Below is a block of records; reproduce all of them exactly and leave out any pictures.

Records from a collection:
#####
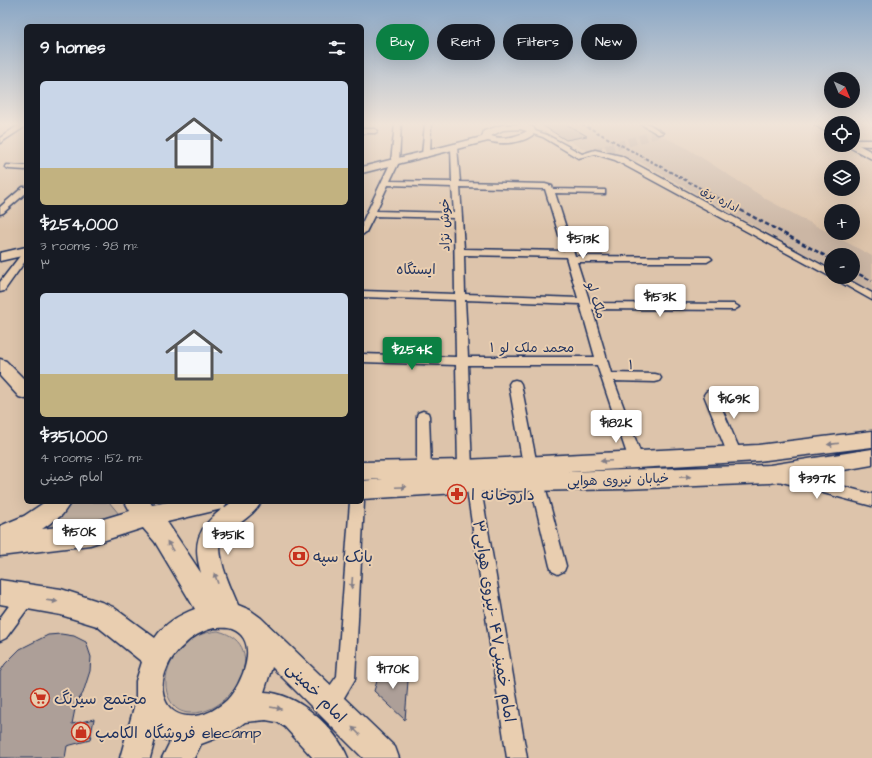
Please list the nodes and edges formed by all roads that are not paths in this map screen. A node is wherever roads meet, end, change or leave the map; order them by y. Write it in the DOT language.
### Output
graph roads {
  1 [pos="407,159"];
  2 [pos="455,159"];
  3 [pos="621,159"];
  4 [pos="395,162"];
  5 [pos="9,167"];
  6 [pos="24,168"];
  7 [pos="364,170"];
  8 [pos="385,183"];
  9 [pos="457,186"];
  10 [pos="24,191"];
  11 [pos="550,191"];
  12 [pos="602,192"];
  13 [pos="0,211"];
  14 [pos="372,212"];
  15 [pos="458,216"];
  16 [pos="364,228"];
  17 [pos="24,251"];
  18 [pos="458,252"];
  19 [pos="570,256"];
  20 [pos="0,257"];
  21 [pos="24,257"];
  22 [pos="707,259"];
  23 [pos="824,270"];
  24 [pos="849,284"];
  25 [pos="0,289"];
  26 [pos="364,294"];
  27 [pos="872,297"];
  28 [pos="460,298"];
  29 [pos="585,304"];
  30 [pos="734,308"];
  31 [pos="364,358"];
  32 [pos="462,361"];
  33 [pos="601,361"];
  34 [pos="3,370"];
  35 [pos="606,377"];
  36 [pos="655,378"];
  37 [pos="515,384"];
  38 [pos="24,387"];
  39 [pos="710,395"];
  40 [pos="423,416"];
  41 [pos="872,439"];
  42 [pos="735,455"];
  43 [pos="872,457"];
  44 [pos="636,460"];
  45 [pos="424,470"];
  46 [pos="364,471"];
  47 [pos="534,473"];
  48 [pos="770,474"];
  49 [pos="469,476"];
  50 [pos="364,490"];
  51 [pos="872,500"];
  52 [pos="58,504"];
  53 [pos="195,504"];
  54 [pos="247,504"];
  55 [pos="357,504"];
  56 [pos="142,509"];
  57 [pos="0,537"];
  58 [pos="0,545"];
  59 [pos="558,566"];
  60 [pos="0,592"];
  61 [pos="26,598"];
  62 [pos="231,619"];
  63 [pos="0,632"];
  64 [pos="158,657"];
  65 [pos="150,701"];
  66 [pos="329,704"];
  67 [pos="238,709"];
  68 [pos="192,732"];
  69 [pos="135,758"];
  70 [pos="176,758"];
  71 [pos="333,758"];
  72 [pos="384,758"];
  73 [pos="517,758"];
  1 -- 4 [label="street"];
  2 -- 9 [label="street, خوش نژاد"];
  3 -- 23 [label="street, اداره برق"];
  4 -- 7 [label="street"];
  4 -- 8 [label="street"];
  5 -- 6 [label="street"];
  8 -- 9 [label="street"];
  8 -- 14 [label="street"];
  9 -- 11 [label="street"];
  9 -- 15 [label="street, خوش نژاد"];
  10 -- 13 [label="street"];
  11 -- 12 [label="street"];
  11 -- 19 [label="street, ملک لو"];
  14 -- 15 [label="street"];
  14 -- 16 [label="street"];
  15 -- 18 [label="street, خوش نژاد"];
  17 -- 20 [label="street"];
  18 -- 19 [label="street"];
  18 -- 28 [label="street, خوش نژاد"];
  19 -- 22 [label="street"];
  19 -- 29 [label="street, ملک لو"];
  21 -- 25 [label="street"];
  24 -- 27 [label="street"];
  26 -- 28 [label="street"];
  28 -- 29 [label="street"];
  28 -- 32 [label="street, خوش نژاد"];
  29 -- 30 [label="street"];
  29 -- 33 [label="street, ملک لو"];
  31 -- 32 [label="street, ۱ محمد ملک لو"];
  32 -- 33 [label="street, ۱ محمد ملک لو"];
  32 -- 49 [label="street, امام خمینی۴۷ -نیروی هوایی۳"];
  33 -- 35 [label="street, ملک لو"];
  34 -- 38 [label="main road"];
  35 -- 36 [label="street, ۱"];
  35 -- 44 [label="street, ملک لو"];
  37 -- 47 [label="street"];
  39 -- 42 [label="street"];
  40 -- 45 [label="street"];
  41 -- 42 [label="main road, خیابان نیروی هوایی, one-way"];
  42 -- 44 [label="main road, خیابان نیروی هوایی"];
  43 -- 48 [label="main road, خیابان نیروی هوایی"];
  44 -- 47 [label="main road, خیابان نیروی هوایی, one-way"];
  45 -- 46 [label="main road, خیابان نیروی هوایی"];
  45 -- 49 [label="main road, خیابان نیروی هوایی"];
  47 -- 48 [label="main road, خیابان نیروی هوایی, one-way"];
  47 -- 49 [label="main road, خیابان نیروی هوایی"];
  47 -- 59 [label="street"];
  48 -- 51 [label="street"];
  50 -- 49 [label="main road, خیابان نیروی هوایی, one-way"];
  49 -- 73 [label="street, امام خمینی۴۷ -نیروی هوایی۳"];
  52 -- 57 [label="main road"];
  53 -- 56 [label="main road"];
  62 -- 54 [label="main road, one-way"];
  55 -- 66 [label="street, one-way"];
  56 -- 58 [label="main road"];
  62 -- 56 [label="main road, امام خمینی, one-way"];
  60 -- 61 [label="main road"];
  61 -- 63 [label="street"];
  61 -- 64 [label="main road, one-way"];
  62 -- 64 [label="main road"];
  62 -- 66 [label="main road, امام خمینی"];
  62 -- 67 [label="main road"];
  64 -- 65 [label="main road"];
  65 -- 68 [label="main road"];
  65 -- 69 [label="main road"];
  72 -- 66 [label="main road, امام خمینی, one-way"];
  67 -- 68 [label="main road"];
  67 -- 71 [label="main road, one-way"];
  68 -- 70 [label="main road"];
}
#####
▸ OUTPUT OF THE TASK:
Please list the nodes and edges formed by all roads that are not paths in this map screen. A node is wherever roads meet, end, change or leave the map; order them by y. Write it in the DOT language.
### Output
graph roads {
  1 [pos="407,159"];
  2 [pos="455,159"];
  3 [pos="621,159"];
  4 [pos="395,162"];
  5 [pos="9,167"];
  6 [pos="24,168"];
  7 [pos="364,170"];
  8 [pos="385,183"];
  9 [pos="457,186"];
  10 [pos="24,191"];
  11 [pos="550,191"];
  12 [pos="602,192"];
  13 [pos="0,211"];
  14 [pos="372,212"];
  15 [pos="458,216"];
  16 [pos="364,228"];
  17 [pos="24,251"];
  18 [pos="458,252"];
  19 [pos="570,256"];
  20 [pos="0,257"];
  21 [pos="24,257"];
  22 [pos="707,259"];
  23 [pos="824,270"];
  24 [pos="849,284"];
  25 [pos="0,289"];
  26 [pos="364,294"];
  27 [pos="872,297"];
  28 [pos="460,298"];
  29 [pos="585,304"];
  30 [pos="734,308"];
  31 [pos="364,358"];
  32 [pos="462,361"];
  33 [pos="601,361"];
  34 [pos="3,370"];
  35 [pos="606,377"];
  36 [pos="655,378"];
  37 [pos="515,384"];
  38 [pos="24,387"];
  39 [pos="710,395"];
  40 [pos="423,416"];
  41 [pos="872,439"];
  42 [pos="735,455"];
  43 [pos="872,457"];
  44 [pos="636,460"];
  45 [pos="424,470"];
  46 [pos="364,471"];
  47 [pos="534,473"];
  48 [pos="770,474"];
  49 [pos="469,476"];
  50 [pos="364,490"];
  51 [pos="872,500"];
  52 [pos="58,504"];
  53 [pos="195,504"];
  54 [pos="247,504"];
  55 [pos="357,504"];
  56 [pos="142,509"];
  57 [pos="0,537"];
  58 [pos="0,545"];
  59 [pos="558,566"];
  60 [pos="0,592"];
  61 [pos="26,598"];
  62 [pos="231,619"];
  63 [pos="0,632"];
  64 [pos="158,657"];
  65 [pos="150,701"];
  66 [pos="329,704"];
  67 [pos="238,709"];
  68 [pos="192,732"];
  69 [pos="135,758"];
  70 [pos="176,758"];
  71 [pos="333,758"];
  72 [pos="384,758"];
  73 [pos="517,758"];
  1 -- 4 [label="street"];
  2 -- 9 [label="street, خوش نژاد"];
  3 -- 23 [label="street, اداره برق"];
  4 -- 7 [label="street"];
  4 -- 8 [label="street"];
  5 -- 6 [label="street"];
  8 -- 9 [label="street"];
  8 -- 14 [label="street"];
  9 -- 11 [label="street"];
  9 -- 15 [label="street, خوش نژاد"];
  10 -- 13 [label="street"];
  11 -- 12 [label="street"];
  11 -- 19 [label="street, ملک لو"];
  14 -- 15 [label="street"];
  14 -- 16 [label="street"];
  15 -- 18 [label="street, خوش نژاد"];
  17 -- 20 [label="street"];
  18 -- 19 [label="street"];
  18 -- 28 [label="street, خوش نژاد"];
  19 -- 22 [label="street"];
  19 -- 29 [label="street, ملک لو"];
  21 -- 25 [label="street"];
  24 -- 27 [label="street"];
  26 -- 28 [label="street"];
  28 -- 29 [label="street"];
  28 -- 32 [label="street, خوش نژاد"];
  29 -- 30 [label="street"];
  29 -- 33 [label="street, ملک لو"];
  31 -- 32 [label="street, ۱ محمد ملک لو"];
  32 -- 33 [label="street, ۱ محمد ملک لو"];
  32 -- 49 [label="street, امام خمینی۴۷ -نیروی هوایی۳"];
  33 -- 35 [label="street, ملک لو"];
  34 -- 38 [label="main road"];
  35 -- 36 [label="street, ۱"];
  35 -- 44 [label="street, ملک لو"];
  37 -- 47 [label="street"];
  39 -- 42 [label="street"];
  40 -- 45 [label="street"];
  41 -- 42 [label="main road, خیابان نیروی هوایی, one-way"];
  42 -- 44 [label="main road, خیابان نیروی هوایی"];
  43 -- 48 [label="main road, خیابان نیروی هوایی"];
  44 -- 47 [label="main road, خیابان نیروی هوایی, one-way"];
  45 -- 46 [label="main road, خیابان نیروی هوایی"];
  45 -- 49 [label="main road, خیابان نیروی هوایی"];
  47 -- 48 [label="main road, خیابان نیروی هوایی, one-way"];
  47 -- 49 [label="main road, خیابان نیروی هوایی"];
  47 -- 59 [label="street"];
  48 -- 51 [label="street"];
  50 -- 49 [label="main road, خیابان نیروی هوایی, one-way"];
  49 -- 73 [label="street, امام خمینی۴۷ -نیروی هوایی۳"];
  52 -- 57 [label="main road"];
  53 -- 56 [label="main road"];
  62 -- 54 [label="main road, one-way"];
  55 -- 66 [label="street, one-way"];
  56 -- 58 [label="main road"];
  62 -- 56 [label="main road, امام خمینی, one-way"];
  60 -- 61 [label="main road"];
  61 -- 63 [label="street"];
  61 -- 64 [label="main road, one-way"];
  62 -- 64 [label="main road"];
  62 -- 66 [label="main road, امام خمینی"];
  62 -- 67 [label="main road"];
  64 -- 65 [label="main road"];
  65 -- 68 [label="main road"];
  65 -- 69 [label="main road"];
  72 -- 66 [label="main road, امام خمینی, one-way"];
  67 -- 68 [label="main road"];
  67 -- 71 [label="main road, one-way"];
  68 -- 70 [label="main road"];
}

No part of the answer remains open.